Изменить размер шрифта - +

А стоял посреди камеры, прижимая к груди свой мешок. Все, что у него было: два одеяла, две футболки, двое джинсов, два свитера, двое трусов, две пары носков, куртка, рубашка, наволочка, пара ботинок, зубная щетка, бритва, мыло, помазок, расческа и картонная карточка для описи личных вещей, перечисленных выше.

Асендадо забрался на верхнюю койку и включил радио. А уселся на нижнюю койку, по-прежнему прижимая к груди мешок с вещами. Потрогал языком саднящую дырку, где раньше были передние зубы. Хотелось посрать, но толчок стоял прямо у нар, на виду. Не знавший здешних «сортирных правил», А решил, что лучше пока потерпеть.

Он так и сидел, молча и неподвижно, пока не погас свет.

Первые десять дней А просидел в камере предварительного заключения, в так называемом «отстойнике» в полуподвале, где всегда было сыро и холодно. По ночам из отдаленных окон до него доносились голоса, приглушенный гул разговоров. Он сидел в камере один, двадцать три часа в сутки — совсем один. Ему так не хватало общения. Человеческие голоса, слишком далекие, чтобы разобрать слова, говорили об общности, о солидарности. Голоса и еще — пение. Там часто пели, иногда он даже улавливал строчки из детских стишков. И хотя А боялся, что в Фелтхеме ему будет плохо, ему все равно очень хотелось, чтобы его посадили в камеру с кем-то, и тогда можно будет хотя бы разделить на двоих этот ужас. Но первый сокамерник чуть его не убил, а второй вообще его не замечал. И когда в темноте вновь раздались голоса, А подумал, что в мире уже не осталось ни общности, ни солидарности, ни дружеских отношений.

Еб твою мать. Отсоси. Ебаный рот. Придурок. Убью, на хуй. Спой, птичка. А не пошел бы ты в жопу. Ты скажи, барашек наш, сколько шерсти ты нам дашь. Ну ты и гнида.
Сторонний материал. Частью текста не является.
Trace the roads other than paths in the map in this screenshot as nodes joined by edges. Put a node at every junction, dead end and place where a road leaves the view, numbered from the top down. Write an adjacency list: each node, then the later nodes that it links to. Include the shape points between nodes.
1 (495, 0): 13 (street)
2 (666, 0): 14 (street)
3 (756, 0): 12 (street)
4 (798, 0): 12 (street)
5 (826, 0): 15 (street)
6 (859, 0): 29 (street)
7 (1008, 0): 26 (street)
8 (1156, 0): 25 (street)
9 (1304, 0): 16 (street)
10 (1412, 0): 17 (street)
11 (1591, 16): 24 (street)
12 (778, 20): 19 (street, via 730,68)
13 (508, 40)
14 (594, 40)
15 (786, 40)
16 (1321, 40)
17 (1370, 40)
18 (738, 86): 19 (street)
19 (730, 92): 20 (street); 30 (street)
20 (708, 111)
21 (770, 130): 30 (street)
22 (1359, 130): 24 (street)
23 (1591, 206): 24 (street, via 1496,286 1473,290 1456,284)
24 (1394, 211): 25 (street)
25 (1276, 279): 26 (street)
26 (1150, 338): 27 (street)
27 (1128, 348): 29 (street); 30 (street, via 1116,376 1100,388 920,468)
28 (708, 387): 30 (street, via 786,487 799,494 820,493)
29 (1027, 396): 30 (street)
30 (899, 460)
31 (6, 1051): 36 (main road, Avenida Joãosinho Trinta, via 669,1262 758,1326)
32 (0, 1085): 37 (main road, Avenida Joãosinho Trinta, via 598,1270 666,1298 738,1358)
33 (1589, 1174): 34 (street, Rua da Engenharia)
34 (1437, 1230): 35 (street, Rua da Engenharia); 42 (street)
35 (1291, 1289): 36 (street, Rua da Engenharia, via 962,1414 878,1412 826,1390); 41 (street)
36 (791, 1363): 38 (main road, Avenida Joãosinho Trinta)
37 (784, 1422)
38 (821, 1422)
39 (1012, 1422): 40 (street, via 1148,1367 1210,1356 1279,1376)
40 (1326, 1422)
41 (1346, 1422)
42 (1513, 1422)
Ты еще пожалеешь. Утром с тебя четвертак, иначе руку сломаю, нах. Хрен я чего поимел, у этой суки была ручная сирена. Новенький, три-семнадцать. Восемнадцать. Не стриги меня пока, дам я шерсти три мешка. Остановишься, когда я скажу. Лежи, не отсвечивай. Заткнись. Завтра. Пасть порву, бля. Кении сказал, он тебе глотку перегрызет. Твоя мамашка — такой жиртрест. Корова драная, без слез не взглянешь. Твоя мать ебется с грязными арабами. Дрочит всем и каждому, прямо на улице. Я — солдат. Один мешок — хозяину, другой мешок — хозяйке. Ни хрена ты не вырастешь. Ебал я тебя во все дыры. И твою разлюбезную мамочку тоже. А третий — детям маленьким на теплые фуфайки. Пой, бля, еще. Я кому говорю.

А не верил своим ушам. Мат, оскорбления, угрозы, бахвальство — все это резало слух. Некоторые высказывания разносились эхом по всему коридору, от двери к двери. Фразы четкие и недвусмысленные. Убийственные.

— Новенький, три-семнадцать, открой окно, — выкрикнул кто-то.

— Это тебя, — сказал сверху Асендадо.

— Новенький, три-семнадцать, подойди, нах, к окну.

— Подойди, новенький. А то хуже будет. — Последняя реплика прозвучала так близко, как будто кричали из соседней камеры.

— Лучше подойди, — равнодушно проговорил Асендадо. — Они не отстанут, пока не подойдешь. Подойди к двери и сделай так, чтобы они поняли, что ты не боишься.

А боялся, очень боялся. Но он отложил свой мешок, поднялся и подошел к окну, забранному решеткой.

— Новенький, три-семнадцать, открой, бля, окно.

— Погоди, пока не открывай, — сказал Асендадо. — Я укроюсь. А то там холодно.

А уже бил озноб. Все стекло и подоконник, когда-то белый, были забрызганы чем-то коричневым. Мир снаружи был разделен на квадраты толстыми прутьями решетки. А открыл окно, и голоса сразу сделались громче. Крики носились в воздухе, как воронье, перелетая с места на место. Страшные, мерзкие, громкие. Похабные заявления, кто чего сделал с чьей мамой. А и не знал, что такое вообще можно сделать с кем бы то ни было.